I video sono il trend più “caldo” della sfera mediatica internazionale, celebrati come antidoti all’ormai cronica crisi emorragica di lettori e di conseguenza rincorsi dalle principali testate internazionali. Ma perché proprio ora? Il motivo è spiegato da John West in un pezzo ricco di informazioni apparso su Quartz: la coincidenza, che ovviamente non è tale, è la rinnovata spinta “videofila” di un singolo attore, che si chiama Facebook. Il social network di Mark Zuckerberg ha di recente diffuso un report che spiega, in buona sostanza, che sempre più persone guardano video sulla piattaforma e, non bastasse, sono sempre più gli utenti che si aspettano di guardarne. L’Eldorado è qui, dicono da Palo Alto, e ne hanno ben donde: i brand sono sempre più contenti di investire nel video advertising, convinti che un’inserzione che precede (o segue) un video catturi naturalmente l’attenzione del potenziale consumatore molto più di una apposta in calce a un articolo testuale. Ma perché giornali e siti si adeguano passivamente?

US-FACEBOOK-MENLO PARK

La risposta è quella che andiamo ripetendo ormai da un po’ nel mondo degli addetti ai lavori del settore, e con toni sempre più preoccupati: Facebook ha il pallino in mano, nel traffico referral verso i siti dei principali media internazionali, e questi ultimi si trovano sempre più obbligati ad adeguarsi al suo volere. A dirla tutta, gli indicatori parlano di un monopolio di fatto: la fetta di traffico direttamente dipendente da Palo Alto, ha rilevato la società di metriche web Parse.ly, è in aumento verticale da anni, e tra Facebook e Google ammonta a più dell’80% dei referral totali del settore digital. Se questo dato non dovesse bastare a impressionarvi, potete pensare che – riportava l’anno scorso il New York Times – nel primo trimestre del 2016,  per ogni dollaro speso nella pubblicità online, 85 centesimi finivano nei ricavi di Facebook e Google.

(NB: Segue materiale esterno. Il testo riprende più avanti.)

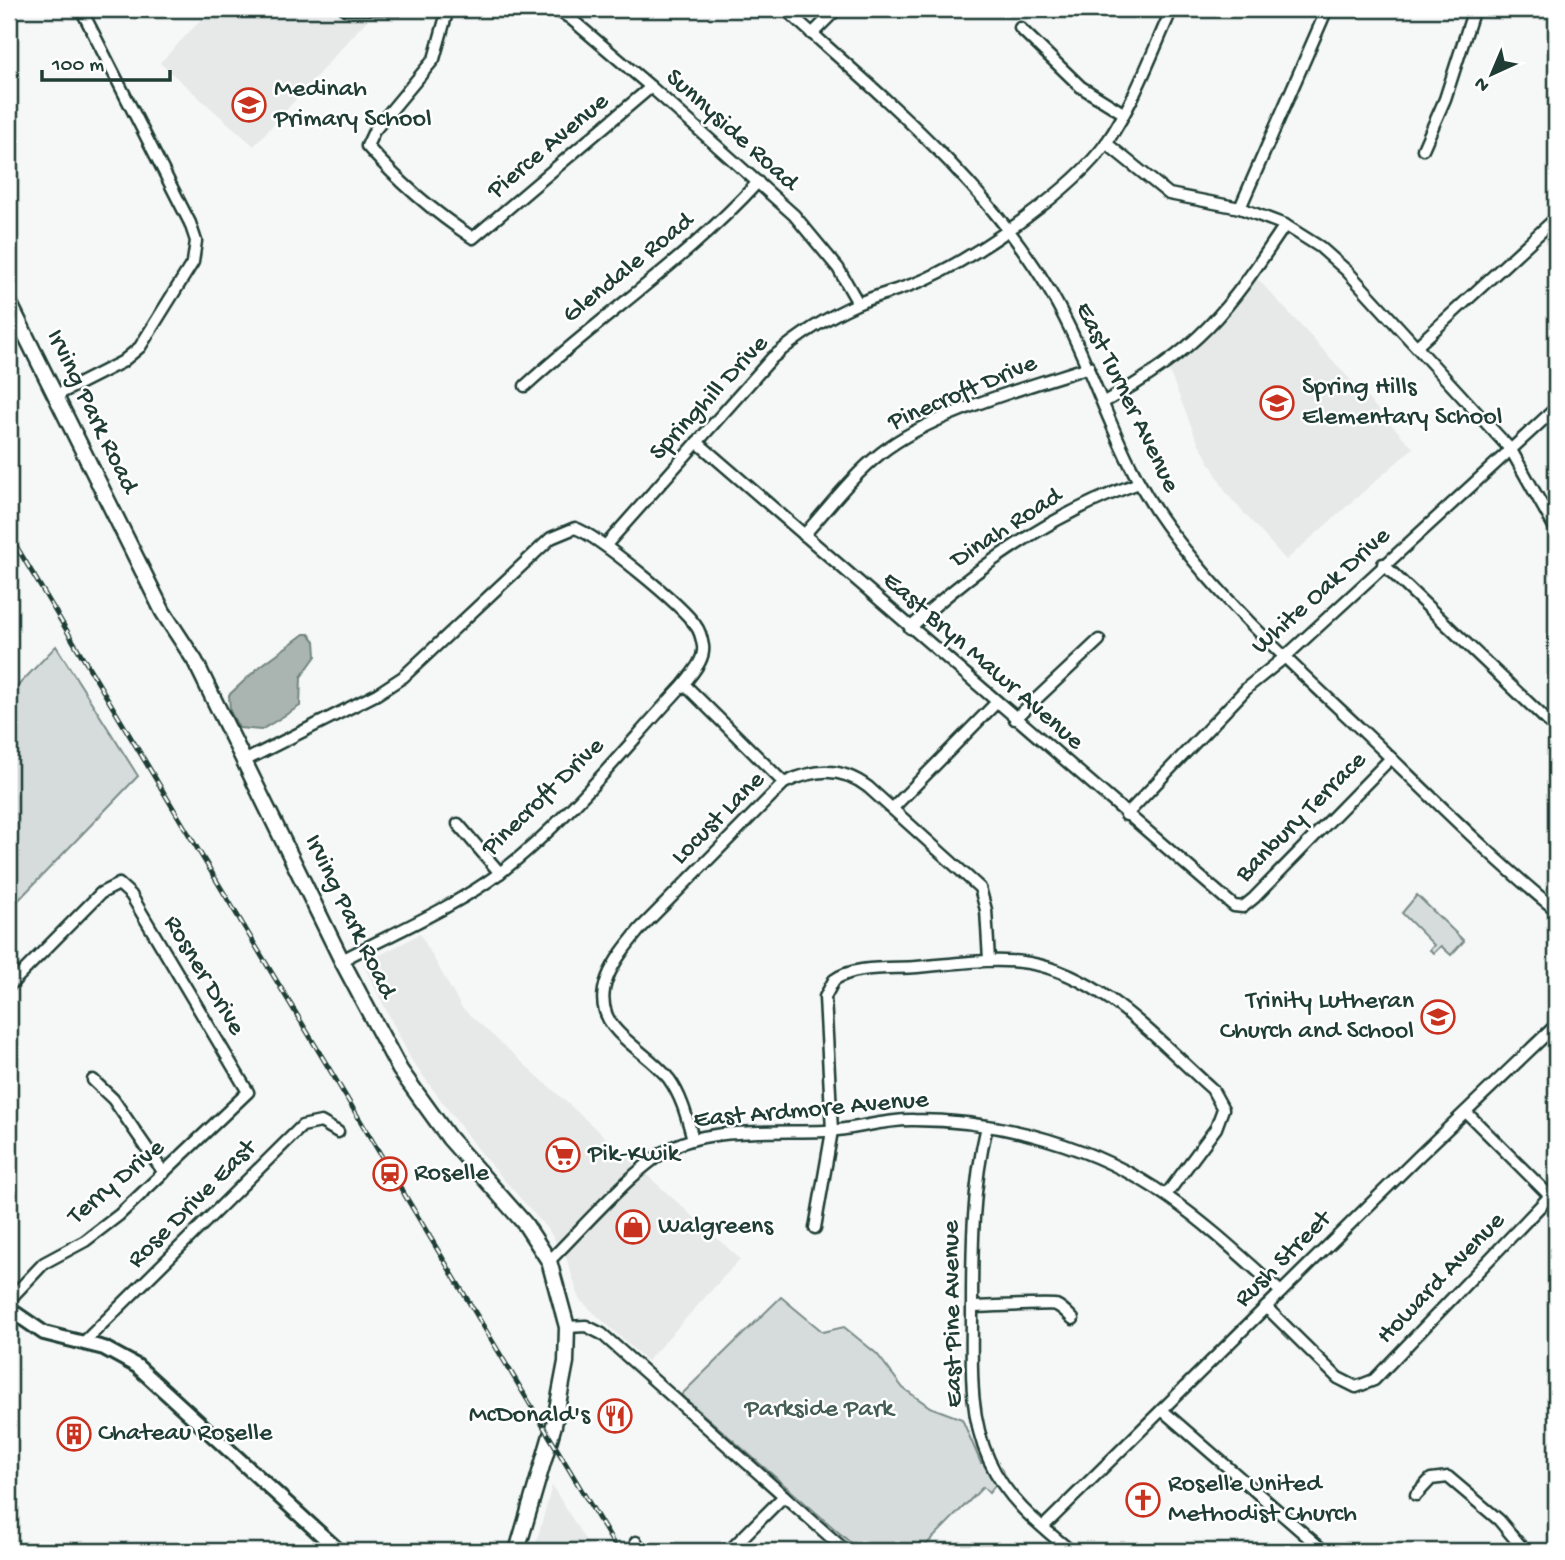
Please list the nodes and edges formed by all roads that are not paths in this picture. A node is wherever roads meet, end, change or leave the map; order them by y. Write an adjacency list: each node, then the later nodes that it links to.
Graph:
1 (80, 9): 28 (street)
2 (345, 9): 3 (street)
3 (383, 9): 4 (street)
4 (399, 9)
5 (447, 9): 14 (street, Pierce Avenue)
6 (555, 9): 14 (street, Sunnyside Road)
7 (785, 9): 13 (street, East Turner Avenue)
8 (837, 9): 13 (street)
9 (1172, 9): 15 (street, Springhill Drive)
10 (1327, 9): 19 (street)
11 (1474, 9): 17 (street)
12 (1020, 29): 15 (street)
13 (812, 34): 22 (street, East Turner Avenue)
14 (652, 87): 18 (street, Sunnyside Road)
15 (1123, 113): 16 (street, Springhill Drive)
16 (1106, 143): 19 (street); 22 (street, Springhill Drive)
17 (1423, 149)
18 (758, 182): 24 (street, Sunnyside Road); 27 (street, Glendale Road)
19 (1240, 208): 21 (street)
20 (1556, 218): 25 (street)
21 (1285, 225): 25 (street); 29 (street)
22 (1007, 229): 24 (street, Springhill Drive); 26 (street, East Turner Avenue)
23 (9, 302): 28 (main road, Irving Park Road)
24 (859, 303): 31 (street, Springhill Drive)
25 (1417, 346): 32 (street)
26 (1089, 367): 29 (street, East Turner Avenue); 35 (street, Pinecroft Drive)
27 (524, 386)
28 (57, 395): 46 (main road, Irving Park Road)
29 (1104, 402): 33 (street, East Turner Avenue)
30 (1556, 408): 32 (street, White Oak Drive)
31 (697, 442): 35 (street, East Bryn Mawr Avenue); 36 (street, Springhill Drive)
32 (1511, 450): 34 (street); 37 (street, White Oak Drive)
33 (1139, 483): 38 (street, Dinah Road); 40 (street, East Turner Avenue)
34 (1556, 530)
35 (804, 535): 38 (street, East Bryn Mawr Avenue)
36 (606, 545): 41 (street, Pinecroft Drive); 46 (street)
37 (1383, 564): 40 (street, White Oak Drive); 44 (street)
38 (909, 628): 42 (street, East Bryn Mawr Avenue)
39 (1099, 640): 43 (street)
40 (1285, 657): 45 (street, East Turner Avenue); 49 (street, White Oak Drive)
41 (684, 684): 47 (street); 51 (street, Pinecroft Drive)
42 (996, 703): 43 (street, East Bryn Mawr Avenue); 48 (street)
43 (1015, 719): 49 (street, East Bryn Mawr Avenue)
44 (1556, 729)
45 (1391, 758): 52 (street, Banbury Terrace); 53 (street, East Turner Avenue)
46 (244, 761): 54 (main road, Irving Park Road)
47 (784, 783): 48 (street, Locust Lane); 64 (street, Locust Lane)
48 (893, 808): 55 (street, Locust Lane)
49 (1126, 815): 52 (street, East Bryn Mawr Avenue)
50 (458, 824): 51 (street)
51 (500, 873): 54 (street, Pinecroft Drive)
52 (1242, 907)
53 (1556, 910)
54 (342, 960): 69 (main road, Irving Park Road)
55 (989, 960): 62 (street); 66 (street)
56 (9, 986): 59 (street, Rosner Drive)
57 (1556, 1025): 60 (street, Rush Street)
58 (93, 1080): 65 (street)
59 (248, 1092): 65 (street, Terry Drive)
60 (1466, 1112): 67 (street); 70 (street, Rush Street)
61 (987, 1126): 62 (street, East Ardmore Avenue); 66 (street, East Ardmore Avenue); 72 (street, East Pine Avenue)
62 (832, 1131): 64 (street, East Ardmore Avenue); 68 (street)
63 (338, 1132): 77 (street, Rose Drive East)
64 (693, 1139): 69 (street, East Ardmore Avenue)
65 (164, 1173): 71 (street, Terry Drive)
66 (1166, 1195): 70 (street, East Ardmore Avenue)
67 (1553, 1199): 73 (street, Howard Avenue)
68 (815, 1228)
69 (550, 1261): 76 (main road, Irving Park Road)
70 (1281, 1292): 73 (street, Rush Street)
71 (9, 1300)
72 (972, 1307): 75 (street); 81 (street, East Pine Avenue)
73 (1266, 1307): 78 (street, Rush Street)
74 (9, 1309): 77 (street)
75 (1073, 1319)
76 (567, 1327): 80 (street); 83 (main road, Irving Park Road)
77 (85, 1342): 82 (street)
78 (1162, 1410): 81 (street, Rush Street); 87 (street)
79 (1416, 1495): 88 (street)
80 (784, 1496): 84 (street); 85 (street)
81 (1042, 1527): 86 (street, East Pine Avenue)
82 (339, 1551)
83 (517, 1551)
84 (729, 1551)
85 (846, 1551)
86 (1070, 1551)
87 (1324, 1551)
88 (1525, 1551)

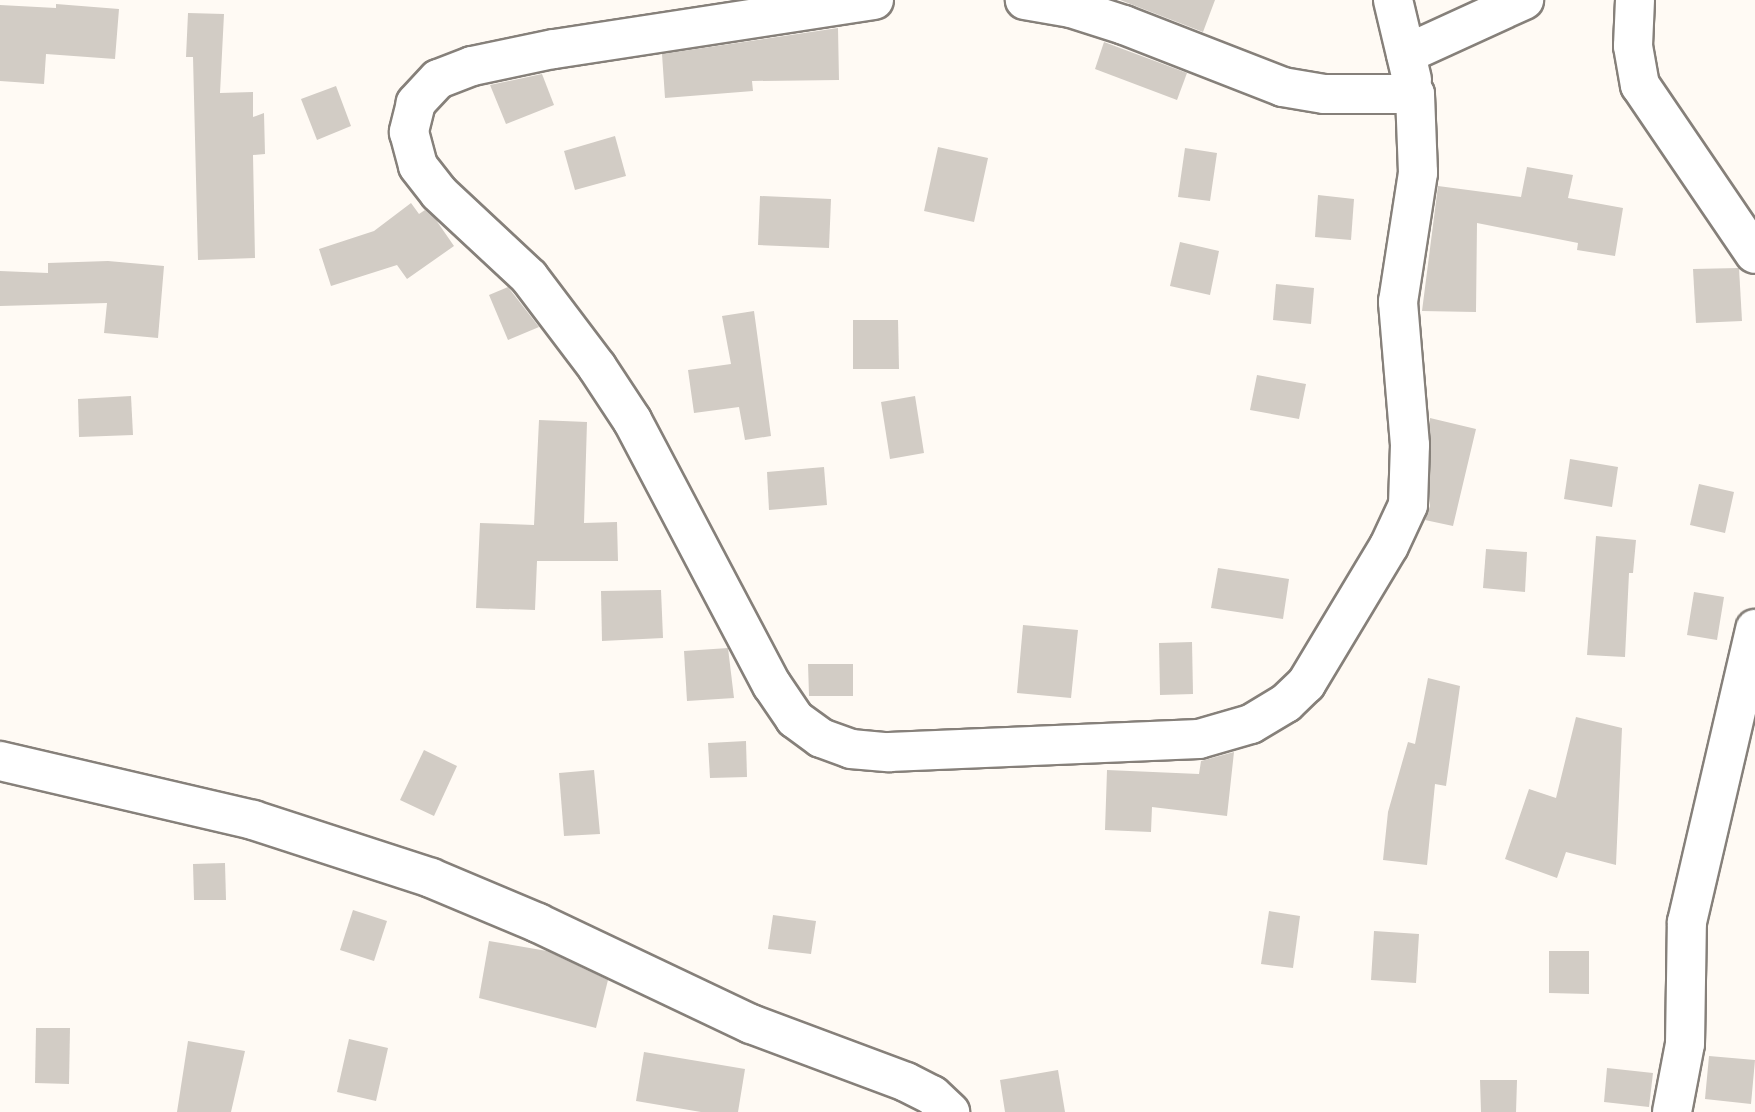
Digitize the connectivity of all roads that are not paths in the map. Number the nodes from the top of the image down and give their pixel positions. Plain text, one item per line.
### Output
1 (874, 0) edge
2 (1025, 0) edge
3 (1393, 0) edge
4 (1524, 0) edge
5 (1635, 0) edge
6 (669, 16) edge
7 (1406, 54) junction
8 (1415, 94) junction
9 (1755, 254) edge
10 (1755, 629) edge
11 (0, 761) edge
12 (950, 1112) edge
13 (1672, 1112) edge

1 - 6 street
2 - 8 street
3 - 7 street
4 - 7 street
5 - 9 street
6 - 8 street
7 - 8 street
10 - 13 street
11 - 12 street

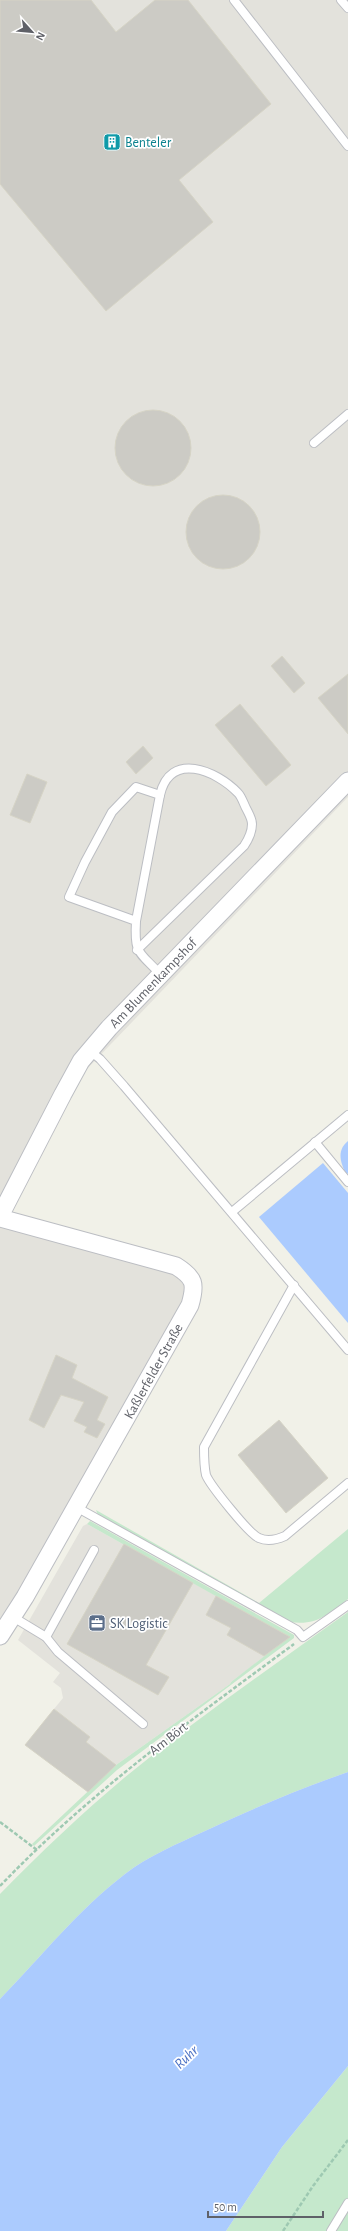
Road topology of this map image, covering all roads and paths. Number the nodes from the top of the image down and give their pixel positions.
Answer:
1 (234, 0) edge
2 (341, 0) edge
3 (348, 8) edge
4 (348, 146) edge
5 (348, 414) edge
6 (314, 443) dead end
7 (348, 781) edge
8 (160, 795) junction
9 (136, 921) junction
10 (137, 950) junction
11 (160, 974) junction
12 (90, 1051) junction
13 (348, 1115) edge
14 (315, 1142) junction
15 (348, 1182) edge
16 (232, 1212) junction
17 (0, 1217) edge
18 (294, 1286) junction
19 (348, 1350) edge
20 (348, 1483) edge
21 (76, 1508) junction
22 (94, 1550) dead end
23 (348, 1604) edge
24 (13, 1616) junction
25 (0, 1636) edge
26 (46, 1637) junction
27 (303, 1637) junction
28 (143, 1724) dead end
29 (0, 1822) edge
30 (36, 1850) junction
31 (0, 1886) edge
32 (348, 2140) edge
33 (348, 2204) edge
34 (283, 2231) edge
35 (330, 2231) edge

1 - 4 lane
2 - 3 lane
5 - 6 lane
7 - 11 street, Am Blumenkampshof
8 - 9 lane
8 - 9 lane
8 - 10 lane
9 - 10 lane
10 - 11 lane
11 - 12 street, Am Blumenkampshof
12 - 16 lane
12 - 17 street, Am Blumenkampshof
13 - 14 lane
14 - 15 lane
14 - 16 lane
16 - 18 lane
17 - 21 street, Kaßlerfelder Straße
18 - 19 lane
18 - 20 lane
21 - 24 street, Kaßlerfelder Straße
21 - 27 lane
22 - 26 lane
23 - 27 lane
24 - 25 street, Kaßlerfelder Straße
24 - 26 lane
26 - 28 lane
27 - 30 path, Am Bört
29 - 30 path
30 - 31 path, Am Bört
32 - 34 path
33 - 35 lane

Un altro sintomo eloquente di questa direzione è rappresentato da un’altra mossa del gigante zuckerberghiano, che la settimana scorsa ha annunciato di aver lavorato a un sistema di paywall “su misura” per le testate che hanno adottato gli Instant Articles, in modo da offrire abbonamenti ai media direttamente su Facebook, condividendo dati (ed è lecito pensare, in un futuro prossimo, ricavi) con questi ultimi. Gli Instant Articles – per chi non lo sapesse: pezzi che si caricano più velocemente e all’interno della piattaforma, senza che l’utente esca – sono un altro nodo gordiano del rapporto tra gli alti prelati di Palo Alto e i giornali: progettati per massimizzare il reach (il raggiungimento di utenti del proprio pubblico) sul social network, il Times ha già avuto modo di criticarli per il loro scarso impatto reale sui dati del traffico delle grandi media company. Più in generale, diversi analisti hanno visto nella loro reclamizzata implementazione un ulteriore tentativo di piegare l’industria al singolo volere di Facebook. C’è chi, come lo stesso West su Quartz, auspica che i media si rendano conto di stare mettendo troppe chiavi in mano alla multinazionale californiana, e che trovino altre vie con cui fermare l’emorragia di lettori e ricavi pubblicitari. Ma la situazione, almeno al momento, è questa, e non accenna a cambiare: i tempi di Upworthy – simbolicamente premiato e poi decapitato dagli algoritmi di Facebook, nel giro di tre anni – sono finiti, e davanti c’è un panorama a tinte fosche. Come ha scritto Mathew Ingram sul suo blog, i media del 2017 «stanno lavorando su un terreno che è stato concesso loro da un signore feudale, ed è una cosa che raramente finisce bene».